Tyler Cowen feels that the solution to lowering foodgrain prices is to have more trade in foodgrains. In view of the recent restrictions on rice exports in rice-producing countries like India, Indonesia, Vietnam, China, Cambodia and Egypt, global trade in rice is expected to decline by 3%. Cowen feels that restrictions on rice trade, which sees trade and production as a zero-sum game (one country's gain is another's loss), distorts the long run incentives for producers and chokes production.
He writes, "Export restrictions send a message to farmers that their crops are least profitable precisely when they are most needed. There is little incentive to plant, harvest or store enough rice — or any other crop, for that matter — as a hedge against bad times."
Cowen also argues that the very fact that an increasing proportion of major foodgrain production comes from poorer countries itself contributes to an inability to adjust quickly to global demand-supply mismatches. These poor countries are more likely to be protectionist, have stifling regulations, have restrictions on internal trade, and Government monopolies in trading.
These poor countries are also constrained by corruption in the rice supply chain, poorly conceived irrigation systems, terrible or even nonexistent roads, insecure property rights, ill-considered land reforms, and price controls on rice. Cowen argues that these countries could easily increase their production manifold, if they could adopt many of the aforementioned practices and institutions, and thereby incentivize their farmers to respond quickly to global demand-supply mismatches.

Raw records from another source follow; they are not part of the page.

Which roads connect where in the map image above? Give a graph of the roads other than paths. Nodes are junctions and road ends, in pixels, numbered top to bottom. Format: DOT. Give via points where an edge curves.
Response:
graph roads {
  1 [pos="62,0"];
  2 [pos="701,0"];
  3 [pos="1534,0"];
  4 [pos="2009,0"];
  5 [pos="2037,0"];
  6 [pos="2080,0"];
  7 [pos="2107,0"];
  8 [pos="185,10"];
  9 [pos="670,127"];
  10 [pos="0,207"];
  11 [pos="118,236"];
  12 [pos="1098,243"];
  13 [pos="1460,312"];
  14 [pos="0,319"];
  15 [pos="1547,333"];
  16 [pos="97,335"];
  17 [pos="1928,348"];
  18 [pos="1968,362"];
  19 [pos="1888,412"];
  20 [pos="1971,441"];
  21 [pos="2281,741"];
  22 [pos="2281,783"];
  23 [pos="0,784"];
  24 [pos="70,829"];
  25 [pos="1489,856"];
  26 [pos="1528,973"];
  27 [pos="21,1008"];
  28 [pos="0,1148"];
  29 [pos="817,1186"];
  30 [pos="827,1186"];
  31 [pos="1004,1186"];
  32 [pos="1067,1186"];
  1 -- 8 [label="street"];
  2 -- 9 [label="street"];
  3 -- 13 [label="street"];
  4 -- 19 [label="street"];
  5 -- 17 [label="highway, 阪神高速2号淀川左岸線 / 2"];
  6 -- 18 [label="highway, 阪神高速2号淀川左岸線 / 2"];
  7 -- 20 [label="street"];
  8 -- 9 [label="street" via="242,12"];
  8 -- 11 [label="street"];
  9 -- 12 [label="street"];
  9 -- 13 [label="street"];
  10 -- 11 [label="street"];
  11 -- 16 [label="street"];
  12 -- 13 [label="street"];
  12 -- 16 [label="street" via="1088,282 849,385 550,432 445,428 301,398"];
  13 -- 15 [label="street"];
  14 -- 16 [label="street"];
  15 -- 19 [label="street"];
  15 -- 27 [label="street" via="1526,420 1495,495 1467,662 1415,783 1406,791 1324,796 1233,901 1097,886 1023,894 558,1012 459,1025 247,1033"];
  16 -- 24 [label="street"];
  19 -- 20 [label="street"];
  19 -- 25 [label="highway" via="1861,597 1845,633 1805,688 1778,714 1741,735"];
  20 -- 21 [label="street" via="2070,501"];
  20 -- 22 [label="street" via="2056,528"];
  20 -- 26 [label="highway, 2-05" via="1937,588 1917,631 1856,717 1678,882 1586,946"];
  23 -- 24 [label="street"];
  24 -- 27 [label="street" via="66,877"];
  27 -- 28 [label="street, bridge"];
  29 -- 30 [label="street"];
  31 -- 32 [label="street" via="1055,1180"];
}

I am inclined to believe that Cowen has got this one wrong on many counts. In the first instance, the article has little to illuminate as to how the central problem, that of higher rice prices, can be controlled by merely opening up economies to trade.
Secondly, the trade in agriculture commodities is very low not because of lack of incentives to trade, but because all these commodities have large captive domestic markets. In fact, in many countries, the domestic demand itself is too large to be covered by domestic production alone.
Third, rice and other staple food grains like wheat, especially in the poorer countries, are unlike other commodities. They exhibit inelastic characteristics - both from the supply and demand sides. On the demand side, these staple food grains do not have any substitutes and will have atleast the same demand, whatever be the price rise. On the supply side, it is very difficult to increase production significantly in the short term by bringing more land under cultivation or shifting from other crops or introducing technology and innovative practices to increaswe productivity.
Fourth, most countries and their farmers do not need the incentives of global trade to increase their production. The internal demand itself is booming in countries like China and India and their producers are not able to keep up with the growing demand. It is true that easing the internal restrictions and constraints that Cowen writes about, will help in incentivizing farmers to produce more.
Fifth, even higher production need not necessarily lead to lower prices, given the large and complex factors that determine global food prices - weather, bio-fuels, energy prices, agriculture policies in developed countries etc. Historically, foodgrain prices have fluctuated sharply in response to many of these aforementioned factors.
Sixth, even if global agriculture trade is deregulated and farmers have the full freedom to shift production in response to price signals, it will not ensure that the poor consumers in Asia and Africa are insulated from price rises for their staple grains. In fact, a free and unregulated market will exacerbate the crisis. Imagine what it would do to food security in India and across the world, if the wheat producers in the Gangetic plain and rice producers in the Krishna-Godavari basin in India shift to sugar cane, in response to a massive demand for sugar cane based ethanol bio-fuel!
Seventh, the major demand for rice and similar staple foods are mainly in the poorer developing countries, whereas the major demand for competing substitutes like bio-fuel crops etc come from the developed world. In an open global market in agriculture commodities, the price signals will always incentivize farmers to cater to the developed markets.
Finally, the whole objective is not to have, as Cowen claims, trade in rice "flow to the places of highest demand", but to have food security for all. It is undoubtedly true that trade will ensure that rice will flow to the countries with highest willingness to pay. Translation, the rich and well off will get their rice, while the others starve!
It is therefore critical that there be pro-active Government intervention to both ensure that staple foodgrain production is increased and these grains are available to the poorest at affordable prices. The answer to food security surely does not lie in Milton Friedman.